PG-Pulver(Spezial-) Brandklassen A, B und C

PM-Pulver(Sonder-) Brandklasse D

· Erzielen einer schlagartigen Löschwirkung

Nachteile:

· Gefahr der Rückzündung !

· große Verschmutzungen

4. Löschmittel Kohlendioxid

Chemische Bezeichnung: CO2

farbloses und geruchloses Gas, das sich bei ca. 60 bar Druck verflüssigen läßt

ist ca. 1,5 mal so schwer wie Luft

Atemgift

Löschwirkung: Ersticken

Einsatzgebiete:

· Bei Bränden der Brandklassen B und C überall dort, wo andere Löschmittel großen Schaden verursachen

Kohlendioxid wird als Kohlendioxidschnee, -nebel oder -gas eingesetzt.

5. Löschmittel Halon

Der Begriff Halon steht für halonierte Kohlenwasserstoffe

Löschwirkung: (homogene) Inhibition

Einsatzgebiete:

· Bei Bränden der Brandklassen B und C überall dort, wo andere Löschmittel großen Schaden verursachen

Im Rahmen des Verbots von FCKW-Stoffen sind auch Halone seit dem 1.1.1992 verboten. Es existieren jedoch Ersatzstoffe, die auf ähnlicher Löschwirkung basieren bzw. es werden per Ausnahmegenehmigungen noch feste Halonlöschanlagen betrieben.

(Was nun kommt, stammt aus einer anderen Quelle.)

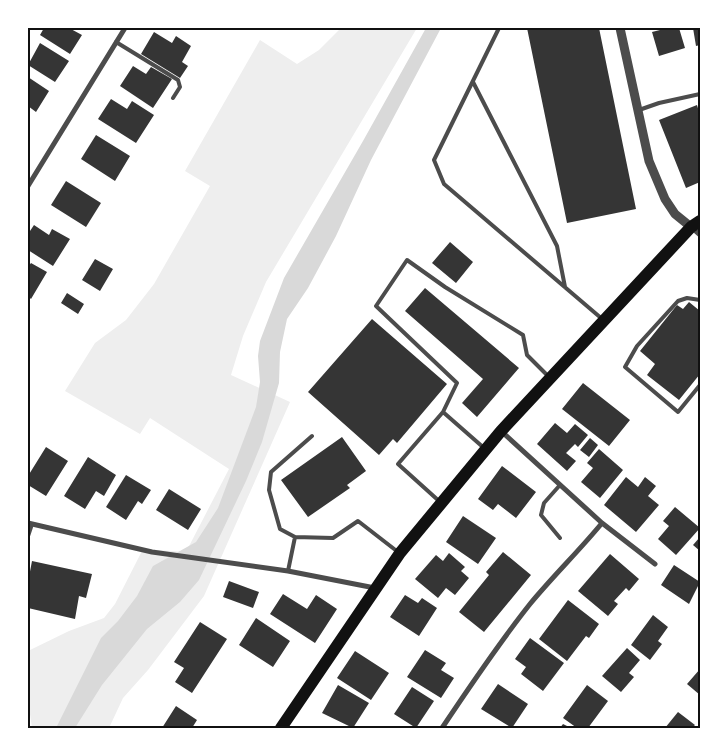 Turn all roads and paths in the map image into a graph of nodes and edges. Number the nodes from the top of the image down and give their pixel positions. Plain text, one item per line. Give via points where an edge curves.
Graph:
1 (125, 28) edge
2 (499, 28) edge
3 (620, 28) edge
4 (116, 42) junction
5 (473, 82) junction
6 (700, 94) edge
7 (173, 98) dead end
8 (639, 110) junction
9 (28, 186) edge
10 (700, 216) edge
11 (696, 224) edge
12 (700, 235) edge
13 (564, 287) junction
14 (700, 300) edge
15 (604, 320) junction
16 (550, 378) junction
17 (700, 385) edge
18 (443, 412) junction
19 (501, 431) junction
20 (312, 436) dead end
21 (486, 450) junction
22 (560, 485) junction
23 (441, 503) junction
24 (30, 523) edge
25 (602, 524) junction
26 (28, 536) edge
27 (294, 537) junction
28 (560, 538) dead end
29 (400, 553) junction
30 (655, 564) dead end
31 (288, 572) junction
32 (375, 588) junction
33 (281, 728) edge
34 (442, 728) edge

1 - 4 street
2 - 5 lane
3 - 8 street
4 - 7 lane via 178,80 180,87
4 - 9 street
5 - 13 lane via 557,246
5 - 13 lane via 434,160 444,184
6 - 8 lane
8 - 11 street via 649,161 662,192 676,214
10 - 11 main road
11 - 12 street
11 - 15 main road
13 - 15 lane
14 - 17 lane via 687,298 678,301 637,346 625,367 678,412
15 - 16 main road
16 - 18 lane via 527,355 523,335 407,260 376,306 457,383
16 - 19 main road
18 - 21 lane
18 - 23 lane via 398,464
19 - 21 main road
19 - 22 street
20 - 27 lane via 271,472 269,490 280,529
21 - 23 main road
22 - 25 street
22 - 28 lane via 544,503 541,515
23 - 29 main road
24 - 26 lane
24 - 31 street via 152,552
25 - 30 street
25 - 34 street via 531,602
27 - 29 lane via 333,538 358,521
27 - 31 lane
29 - 32 main road
31 - 32 street
32 - 33 main road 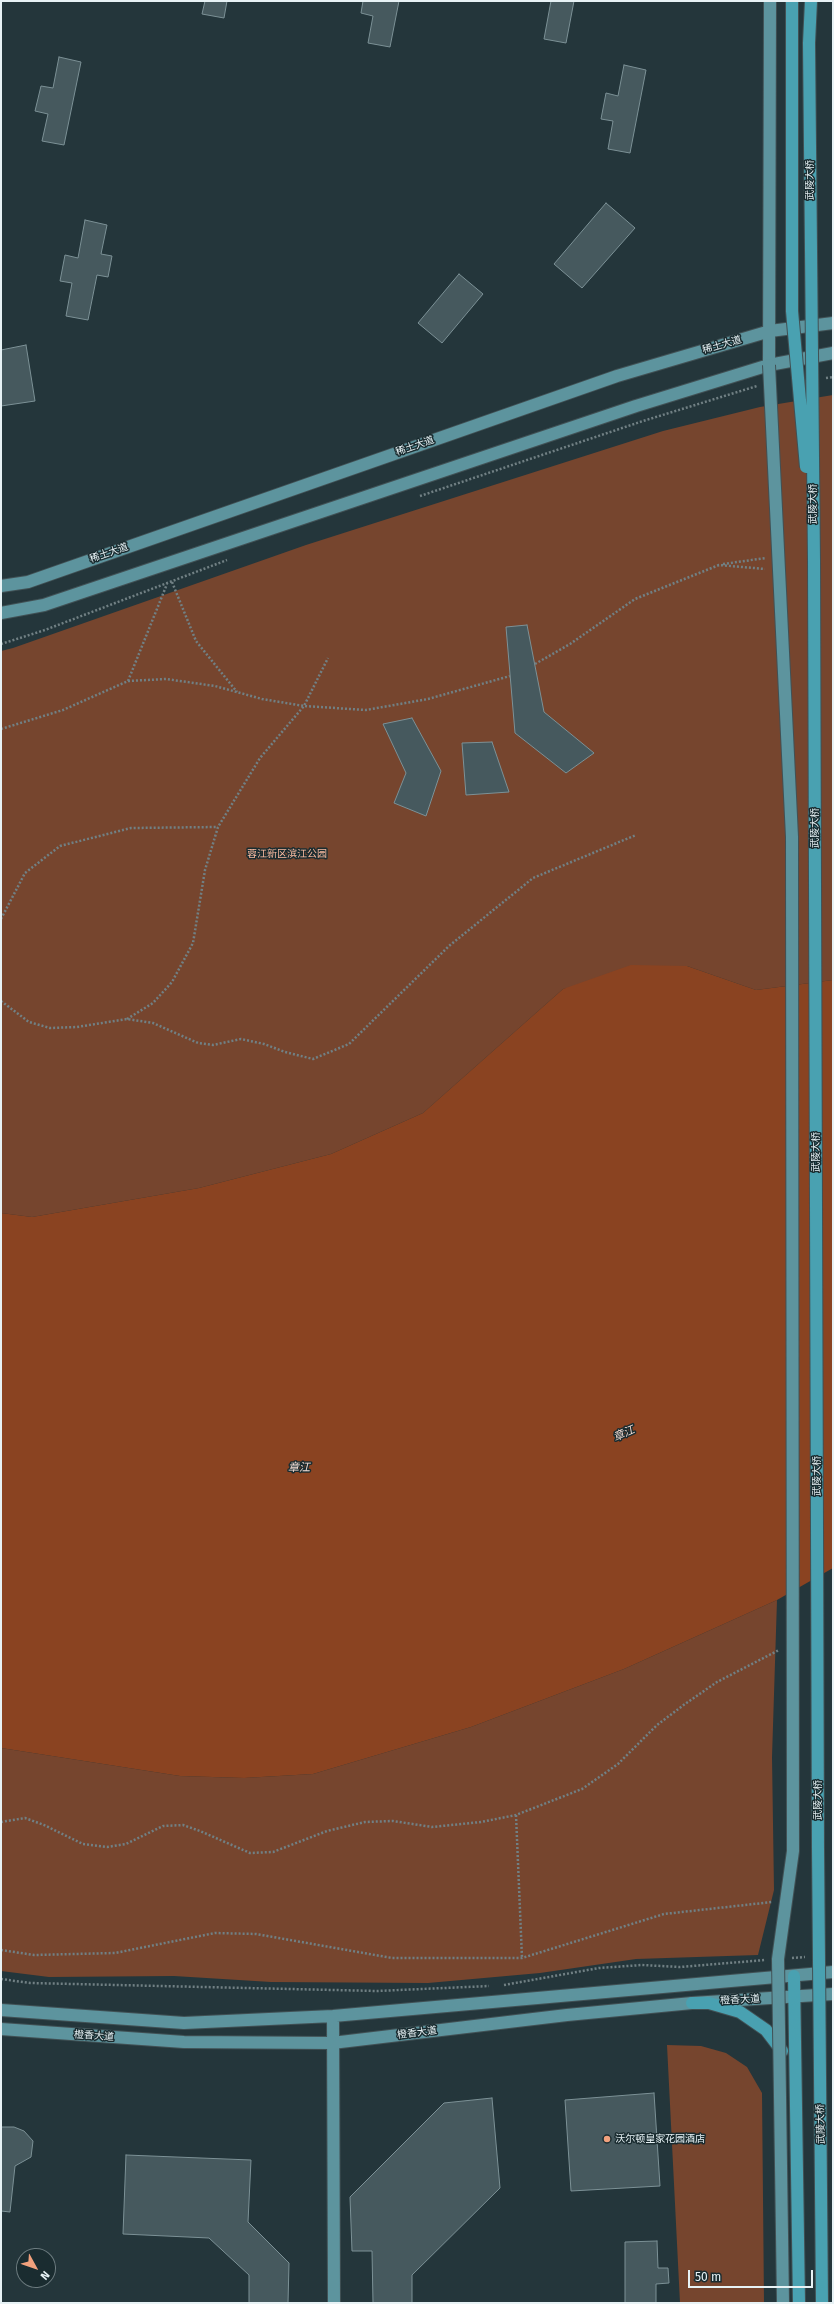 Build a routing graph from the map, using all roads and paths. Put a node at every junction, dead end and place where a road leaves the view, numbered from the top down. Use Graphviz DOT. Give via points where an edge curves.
graph roads {
  1 [pos="770,1"];
  2 [pos="792,1"];
  3 [pos="811,1"];
  4 [pos="833,323"];
  5 [pos="770,330"];
  6 [pos="833,353"];
  7 [pos="769,365"];
  8 [pos="753,387"];
  9 [pos="412,498"];
  10 [pos="235,557"];
  11 [pos="814,560"];
  12 [pos="773,570"];
  13 [pos="172,582"];
  14 [pos="167,583"];
  15 [pos="1,586"];
  16 [pos="1,613"];
  17 [pos="1,644"];
  18 [pos="328,658"];
  19 [pos="535,664"];
  20 [pos="510,676"];
  21 [pos="128,681"];
  22 [pos="238,693"];
  23 [pos="304,706"];
  24 [pos="1,729"];
  25 [pos="218,827"];
  26 [pos="636,835"];
  27 [pos="1,919"];
  28 [pos="1,1001"];
  29 [pos="127,1020"];
  30 [pos="783,1648"];
  31 [pos="516,1815"];
  32 [pos="1,1822"];
  33 [pos="775,1901"];
  34 [pos="1,1950"];
  35 [pos="810,1957"];
  36 [pos="522,1958"];
  37 [pos="786,1959"];
  38 [pos="770,1960"];
  39 [pos="833,1972"];
  40 [pos="794,1976"];
  41 [pos="1,1979"];
  42 [pos="490,1986"];
  43 [pos="498,1986"];
  44 [pos="833,1994"];
  45 [pos="794,1997"];
  46 [pos="692,2003"];
  47 [pos="1,2010"];
  48 [pos="334,2016"];
  49 [pos="1,2029"];
  50 [pos="332,2043"];
  51 [pos="794,2087"];
  52 [pos="334,2303"];
  53 [pos="783,2303"];
  54 [pos="799,2303"];
  55 [pos="822,2303"];
  1 -- 5 [label="main road"];
  2 -- 11 [label="main road, bridge" via="792,311"];
  3 -- 11 [label="main road, 武陵大桥, bridge" via="809,51"];
  4 -- 5 [label="main road, 稀土大道"];
  5 -- 7 [label="main road"];
  5 -- 15 [label="main road, 稀土大道" via="617,376 28,582"];
  6 -- 7 [label="main road"];
  7 -- 16 [label="main road" via="628,408 44,605"];
  7 -- 53 [label="main road, bridge" via="792,837 793,1851 778,1959"];
  8 -- 9 [label="path"];
  10 -- 13 [label="path"];
  11 -- 55 [label="main road, 武陵大桥, bridge"];
  12 -- 19 [label="path" via="719,565 635,599 570,644"];
  13 -- 14 [label="path"];
  13 -- 22 [label="path" via="196,641"];
  14 -- 17 [label="path" via="45,630"];
  14 -- 21 [label="path"];
  18 -- 23 [label="path"];
  20 -- 23 [label="path" via="428,699 366,710"];
  21 -- 22 [label="path" via="166,679 215,686"];
  21 -- 24 [label="path" via="63,710"];
  22 -- 23 [label="path"];
  23 -- 25 [label="path" via="260,758"];
  25 -- 27 [label="path" via="132,828 60,846 25,873"];
  25 -- 29 [label="path" via="206,870 193,943 172,982 153,1003"];
  26 -- 29 [label="path" via="533,878 450,946 349,1044 314,1059 241,1039 213,1044 198,1043 153,1023"];
  28 -- 29 [label="path" via="29,1022 50,1028"];
  30 -- 31 [label="path" via="717,1682 685,1704 657,1725 618,1764 582,1789"];
  31 -- 32 [label="path" via="432,1827 393,1820 365,1822 327,1831 273,1852 250,1853 183,1825 163,1826 126,1844 107,1847 84,1844 25,1818"];
  31 -- 36 [label="path"];
  33 -- 36 [label="path" via="664,1914"];
  34 -- 36 [label="path" via="34,1956 115,1953 215,1933 256,1934 392,1958"];
  35 -- 37 [label="path"];
  38 -- 43 [label="path" via="680,1967 642,1965 599,1968"];
  39 -- 40 [label="main road, 橙香大道"];
  40 -- 45 [label="main road"];
  40 -- 48 [label="main road, 橙香大道"];
  41 -- 42 [label="path" via="30,1983 362,1991"];
  44 -- 45 [label="main road, 橙香大道"];
  45 -- 46 [label="main road, 橙香大道"];
  45 -- 51 [label="main road"];
  46 -- 50 [label="main road, 橙香大道"];
  46 -- 51 [label="main road" via="724,2007 754,2020 766,2030 782,2052 791,2071"];
  47 -- 48 [label="main road, 橙香大道" via="184,2023"];
  48 -- 50 [label="main road"];
  49 -- 50 [label="main road, 橙香大道" via="184,2042"];
  50 -- 52 [label="main road"];
  51 -- 54 [label="main road"];
}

6. sonstige Lösch- und Behelfsmittel

· Sand

· Graugußspäne

· Schweröl

· Steinstaub

· Kochsalz

· Stickstoff

· Wasserdampf

Literaturhinweise:

Rempe, Alfons (1993): Feuerlöschmittel, Eigenschaften - Wirkung - Anwendung, 5. Aufl. Stuttgart.

Schott, Lothar / Ritter, Manfred (1994): Feuerwehrgrundlehrgang FwDV 2/2, 9. Aufl. Marburg S. 169-198.